### Problem to solve
Restate each record below word for word, skipping images.

### Material supplied

---*---

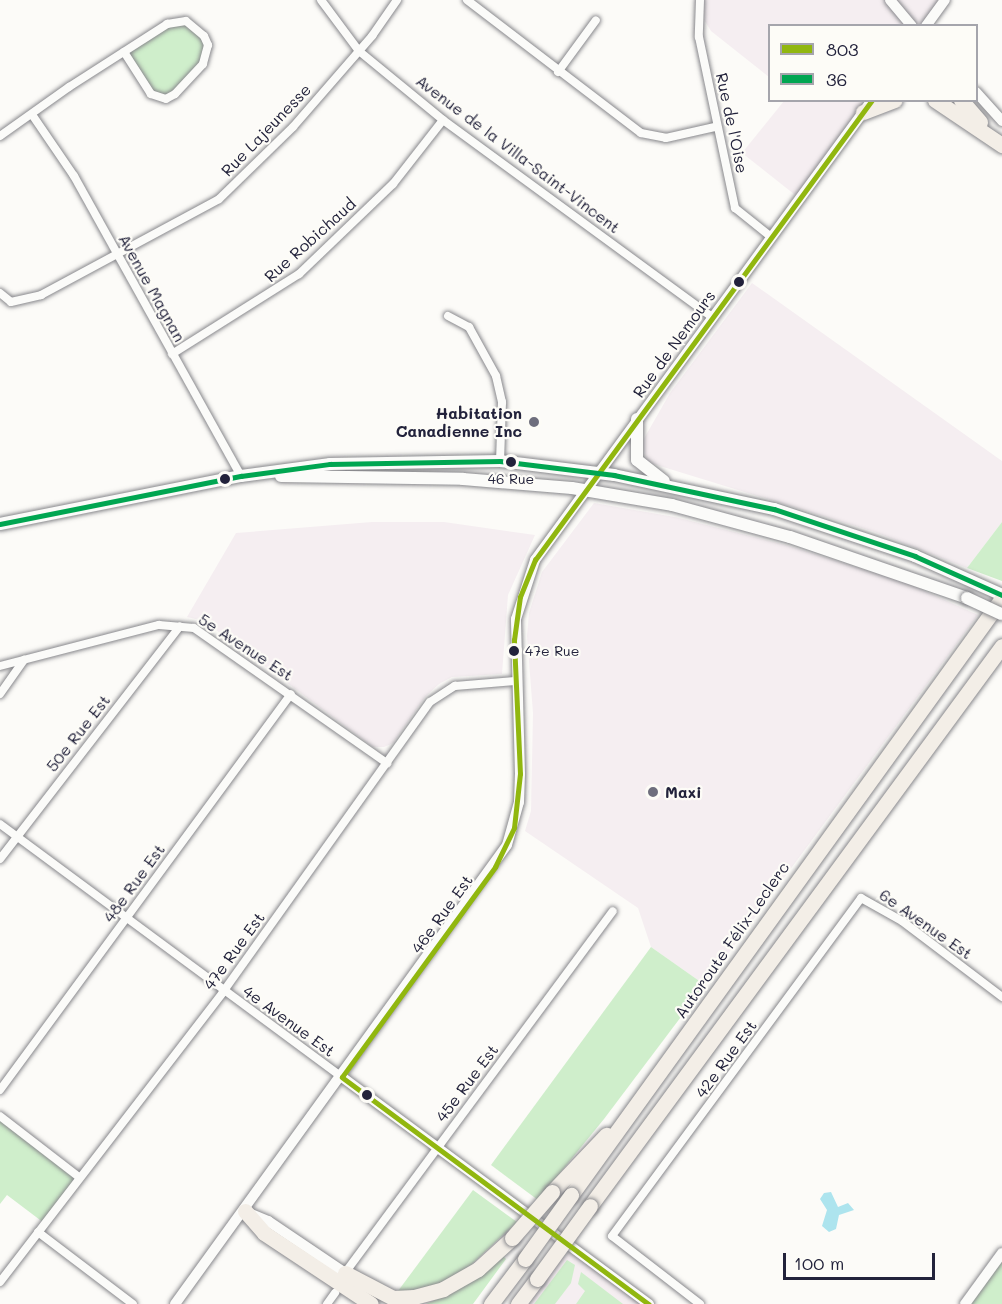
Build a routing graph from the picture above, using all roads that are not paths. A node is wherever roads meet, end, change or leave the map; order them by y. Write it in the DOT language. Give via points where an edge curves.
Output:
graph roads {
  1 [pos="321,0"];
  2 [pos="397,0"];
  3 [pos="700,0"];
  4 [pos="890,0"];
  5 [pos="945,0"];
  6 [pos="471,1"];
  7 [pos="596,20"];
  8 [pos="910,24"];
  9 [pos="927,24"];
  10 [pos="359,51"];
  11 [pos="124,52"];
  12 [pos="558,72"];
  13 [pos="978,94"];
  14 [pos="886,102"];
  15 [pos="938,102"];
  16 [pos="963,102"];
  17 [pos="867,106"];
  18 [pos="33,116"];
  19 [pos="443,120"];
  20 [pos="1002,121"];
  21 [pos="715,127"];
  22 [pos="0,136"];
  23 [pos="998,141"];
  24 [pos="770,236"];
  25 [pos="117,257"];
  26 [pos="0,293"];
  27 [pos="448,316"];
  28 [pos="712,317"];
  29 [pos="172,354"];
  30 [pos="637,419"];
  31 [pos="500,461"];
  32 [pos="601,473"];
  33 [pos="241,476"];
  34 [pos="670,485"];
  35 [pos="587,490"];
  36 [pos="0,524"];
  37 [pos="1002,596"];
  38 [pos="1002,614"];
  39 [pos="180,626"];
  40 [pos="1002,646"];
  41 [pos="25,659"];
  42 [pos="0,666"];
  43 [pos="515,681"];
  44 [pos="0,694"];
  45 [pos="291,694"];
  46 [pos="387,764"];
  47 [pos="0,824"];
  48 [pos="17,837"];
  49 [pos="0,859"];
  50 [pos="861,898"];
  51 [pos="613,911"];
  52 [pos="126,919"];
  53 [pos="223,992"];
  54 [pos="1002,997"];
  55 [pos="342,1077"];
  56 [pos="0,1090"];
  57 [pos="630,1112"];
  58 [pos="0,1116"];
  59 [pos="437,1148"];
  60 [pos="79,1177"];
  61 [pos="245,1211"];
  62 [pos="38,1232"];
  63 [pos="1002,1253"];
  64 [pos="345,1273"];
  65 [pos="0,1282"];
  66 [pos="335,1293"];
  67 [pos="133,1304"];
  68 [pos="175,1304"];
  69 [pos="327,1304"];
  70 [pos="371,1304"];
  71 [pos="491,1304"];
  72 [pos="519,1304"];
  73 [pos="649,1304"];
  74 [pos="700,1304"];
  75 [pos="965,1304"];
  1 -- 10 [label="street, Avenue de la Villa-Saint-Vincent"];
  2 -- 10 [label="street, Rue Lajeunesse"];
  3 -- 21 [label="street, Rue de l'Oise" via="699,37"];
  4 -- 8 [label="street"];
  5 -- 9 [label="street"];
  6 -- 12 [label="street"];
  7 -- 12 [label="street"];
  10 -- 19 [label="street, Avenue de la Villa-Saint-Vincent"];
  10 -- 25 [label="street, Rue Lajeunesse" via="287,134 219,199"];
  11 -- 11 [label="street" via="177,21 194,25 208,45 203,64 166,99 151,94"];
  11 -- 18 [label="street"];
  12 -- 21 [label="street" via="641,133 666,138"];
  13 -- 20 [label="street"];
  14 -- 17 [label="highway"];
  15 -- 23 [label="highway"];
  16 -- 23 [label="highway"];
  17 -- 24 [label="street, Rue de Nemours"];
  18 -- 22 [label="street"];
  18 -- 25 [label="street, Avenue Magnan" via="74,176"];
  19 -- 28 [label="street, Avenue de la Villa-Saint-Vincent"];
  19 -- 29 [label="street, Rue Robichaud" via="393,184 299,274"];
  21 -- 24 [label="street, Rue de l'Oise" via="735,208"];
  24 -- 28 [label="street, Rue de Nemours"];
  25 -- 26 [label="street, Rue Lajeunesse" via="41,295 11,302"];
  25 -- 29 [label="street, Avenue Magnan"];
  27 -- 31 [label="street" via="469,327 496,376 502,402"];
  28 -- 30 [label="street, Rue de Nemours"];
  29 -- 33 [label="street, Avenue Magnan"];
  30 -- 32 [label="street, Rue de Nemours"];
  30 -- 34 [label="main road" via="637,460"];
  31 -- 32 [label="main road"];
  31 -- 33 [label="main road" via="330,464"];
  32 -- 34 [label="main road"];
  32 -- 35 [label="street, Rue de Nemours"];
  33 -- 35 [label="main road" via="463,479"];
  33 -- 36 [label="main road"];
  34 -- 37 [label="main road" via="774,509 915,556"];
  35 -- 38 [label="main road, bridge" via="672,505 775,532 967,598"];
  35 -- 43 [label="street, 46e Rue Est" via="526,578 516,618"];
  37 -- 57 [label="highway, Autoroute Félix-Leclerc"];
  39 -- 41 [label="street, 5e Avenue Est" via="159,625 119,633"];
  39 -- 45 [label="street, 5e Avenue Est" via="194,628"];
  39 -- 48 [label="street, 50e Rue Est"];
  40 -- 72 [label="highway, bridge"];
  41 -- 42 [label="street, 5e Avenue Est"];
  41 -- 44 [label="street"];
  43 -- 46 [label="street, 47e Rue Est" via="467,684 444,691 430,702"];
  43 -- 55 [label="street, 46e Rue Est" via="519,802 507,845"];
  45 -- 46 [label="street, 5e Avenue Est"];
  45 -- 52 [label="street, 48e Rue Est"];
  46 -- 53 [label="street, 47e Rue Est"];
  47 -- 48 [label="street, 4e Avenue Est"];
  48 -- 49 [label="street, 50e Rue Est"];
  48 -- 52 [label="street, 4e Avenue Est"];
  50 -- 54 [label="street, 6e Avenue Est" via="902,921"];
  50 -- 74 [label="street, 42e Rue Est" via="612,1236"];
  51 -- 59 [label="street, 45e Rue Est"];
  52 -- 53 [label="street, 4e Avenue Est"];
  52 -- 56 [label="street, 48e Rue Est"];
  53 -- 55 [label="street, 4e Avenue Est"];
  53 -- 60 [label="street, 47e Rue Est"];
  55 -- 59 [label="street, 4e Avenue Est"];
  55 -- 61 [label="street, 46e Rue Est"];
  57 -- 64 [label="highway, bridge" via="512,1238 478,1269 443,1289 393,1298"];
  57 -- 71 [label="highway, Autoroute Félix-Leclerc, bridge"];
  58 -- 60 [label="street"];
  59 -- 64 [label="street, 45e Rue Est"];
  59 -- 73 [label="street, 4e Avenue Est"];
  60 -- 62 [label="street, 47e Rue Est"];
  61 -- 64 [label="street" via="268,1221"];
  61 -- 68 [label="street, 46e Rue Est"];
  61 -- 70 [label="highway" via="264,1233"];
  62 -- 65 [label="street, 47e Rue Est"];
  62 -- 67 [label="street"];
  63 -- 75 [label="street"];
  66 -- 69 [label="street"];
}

---*---

### Solution
Build a routing graph from the picture above, using all roads that are not paths. A node is wherever roads meet, end, change or leave the map; order them by y. Write it in the DOT language. Give via points where an edge curves.
Output:
graph roads {
  1 [pos="321,0"];
  2 [pos="397,0"];
  3 [pos="700,0"];
  4 [pos="890,0"];
  5 [pos="945,0"];
  6 [pos="471,1"];
  7 [pos="596,20"];
  8 [pos="910,24"];
  9 [pos="927,24"];
  10 [pos="359,51"];
  11 [pos="124,52"];
  12 [pos="558,72"];
  13 [pos="978,94"];
  14 [pos="886,102"];
  15 [pos="938,102"];
  16 [pos="963,102"];
  17 [pos="867,106"];
  18 [pos="33,116"];
  19 [pos="443,120"];
  20 [pos="1002,121"];
  21 [pos="715,127"];
  22 [pos="0,136"];
  23 [pos="998,141"];
  24 [pos="770,236"];
  25 [pos="117,257"];
  26 [pos="0,293"];
  27 [pos="448,316"];
  28 [pos="712,317"];
  29 [pos="172,354"];
  30 [pos="637,419"];
  31 [pos="500,461"];
  32 [pos="601,473"];
  33 [pos="241,476"];
  34 [pos="670,485"];
  35 [pos="587,490"];
  36 [pos="0,524"];
  37 [pos="1002,596"];
  38 [pos="1002,614"];
  39 [pos="180,626"];
  40 [pos="1002,646"];
  41 [pos="25,659"];
  42 [pos="0,666"];
  43 [pos="515,681"];
  44 [pos="0,694"];
  45 [pos="291,694"];
  46 [pos="387,764"];
  47 [pos="0,824"];
  48 [pos="17,837"];
  49 [pos="0,859"];
  50 [pos="861,898"];
  51 [pos="613,911"];
  52 [pos="126,919"];
  53 [pos="223,992"];
  54 [pos="1002,997"];
  55 [pos="342,1077"];
  56 [pos="0,1090"];
  57 [pos="630,1112"];
  58 [pos="0,1116"];
  59 [pos="437,1148"];
  60 [pos="79,1177"];
  61 [pos="245,1211"];
  62 [pos="38,1232"];
  63 [pos="1002,1253"];
  64 [pos="345,1273"];
  65 [pos="0,1282"];
  66 [pos="335,1293"];
  67 [pos="133,1304"];
  68 [pos="175,1304"];
  69 [pos="327,1304"];
  70 [pos="371,1304"];
  71 [pos="491,1304"];
  72 [pos="519,1304"];
  73 [pos="649,1304"];
  74 [pos="700,1304"];
  75 [pos="965,1304"];
  1 -- 10 [label="street, Avenue de la Villa-Saint-Vincent"];
  2 -- 10 [label="street, Rue Lajeunesse"];
  3 -- 21 [label="street, Rue de l'Oise" via="699,37"];
  4 -- 8 [label="street"];
  5 -- 9 [label="street"];
  6 -- 12 [label="street"];
  7 -- 12 [label="street"];
  10 -- 19 [label="street, Avenue de la Villa-Saint-Vincent"];
  10 -- 25 [label="street, Rue Lajeunesse" via="287,134 219,199"];
  11 -- 11 [label="street" via="177,21 194,25 208,45 203,64 166,99 151,94"];
  11 -- 18 [label="street"];
  12 -- 21 [label="street" via="641,133 666,138"];
  13 -- 20 [label="street"];
  14 -- 17 [label="highway"];
  15 -- 23 [label="highway"];
  16 -- 23 [label="highway"];
  17 -- 24 [label="street, Rue de Nemours"];
  18 -- 22 [label="street"];
  18 -- 25 [label="street, Avenue Magnan" via="74,176"];
  19 -- 28 [label="street, Avenue de la Villa-Saint-Vincent"];
  19 -- 29 [label="street, Rue Robichaud" via="393,184 299,274"];
  21 -- 24 [label="street, Rue de l'Oise" via="735,208"];
  24 -- 28 [label="street, Rue de Nemours"];
  25 -- 26 [label="street, Rue Lajeunesse" via="41,295 11,302"];
  25 -- 29 [label="street, Avenue Magnan"];
  27 -- 31 [label="street" via="469,327 496,376 502,402"];
  28 -- 30 [label="street, Rue de Nemours"];
  29 -- 33 [label="street, Avenue Magnan"];
  30 -- 32 [label="street, Rue de Nemours"];
  30 -- 34 [label="main road" via="637,460"];
  31 -- 32 [label="main road"];
  31 -- 33 [label="main road" via="330,464"];
  32 -- 34 [label="main road"];
  32 -- 35 [label="street, Rue de Nemours"];
  33 -- 35 [label="main road" via="463,479"];
  33 -- 36 [label="main road"];
  34 -- 37 [label="main road" via="774,509 915,556"];
  35 -- 38 [label="main road, bridge" via="672,505 775,532 967,598"];
  35 -- 43 [label="street, 46e Rue Est" via="526,578 516,618"];
  37 -- 57 [label="highway, Autoroute Félix-Leclerc"];
  39 -- 41 [label="street, 5e Avenue Est" via="159,625 119,633"];
  39 -- 45 [label="street, 5e Avenue Est" via="194,628"];
  39 -- 48 [label="street, 50e Rue Est"];
  40 -- 72 [label="highway, bridge"];
  41 -- 42 [label="street, 5e Avenue Est"];
  41 -- 44 [label="street"];
  43 -- 46 [label="street, 47e Rue Est" via="467,684 444,691 430,702"];
  43 -- 55 [label="street, 46e Rue Est" via="519,802 507,845"];
  45 -- 46 [label="street, 5e Avenue Est"];
  45 -- 52 [label="street, 48e Rue Est"];
  46 -- 53 [label="street, 47e Rue Est"];
  47 -- 48 [label="street, 4e Avenue Est"];
  48 -- 49 [label="street, 50e Rue Est"];
  48 -- 52 [label="street, 4e Avenue Est"];
  50 -- 54 [label="street, 6e Avenue Est" via="902,921"];
  50 -- 74 [label="street, 42e Rue Est" via="612,1236"];
  51 -- 59 [label="street, 45e Rue Est"];
  52 -- 53 [label="street, 4e Avenue Est"];
  52 -- 56 [label="street, 48e Rue Est"];
  53 -- 55 [label="street, 4e Avenue Est"];
  53 -- 60 [label="street, 47e Rue Est"];
  55 -- 59 [label="street, 4e Avenue Est"];
  55 -- 61 [label="street, 46e Rue Est"];
  57 -- 64 [label="highway, bridge" via="512,1238 478,1269 443,1289 393,1298"];
  57 -- 71 [label="highway, Autoroute Félix-Leclerc, bridge"];
  58 -- 60 [label="street"];
  59 -- 64 [label="street, 45e Rue Est"];
  59 -- 73 [label="street, 4e Avenue Est"];
  60 -- 62 [label="street, 47e Rue Est"];
  61 -- 64 [label="street" via="268,1221"];
  61 -- 68 [label="street, 46e Rue Est"];
  61 -- 70 [label="highway" via="264,1233"];
  62 -- 65 [label="street, 47e Rue Est"];
  62 -- 67 [label="street"];
  63 -- 75 [label="street"];
  66 -- 69 [label="street"];
}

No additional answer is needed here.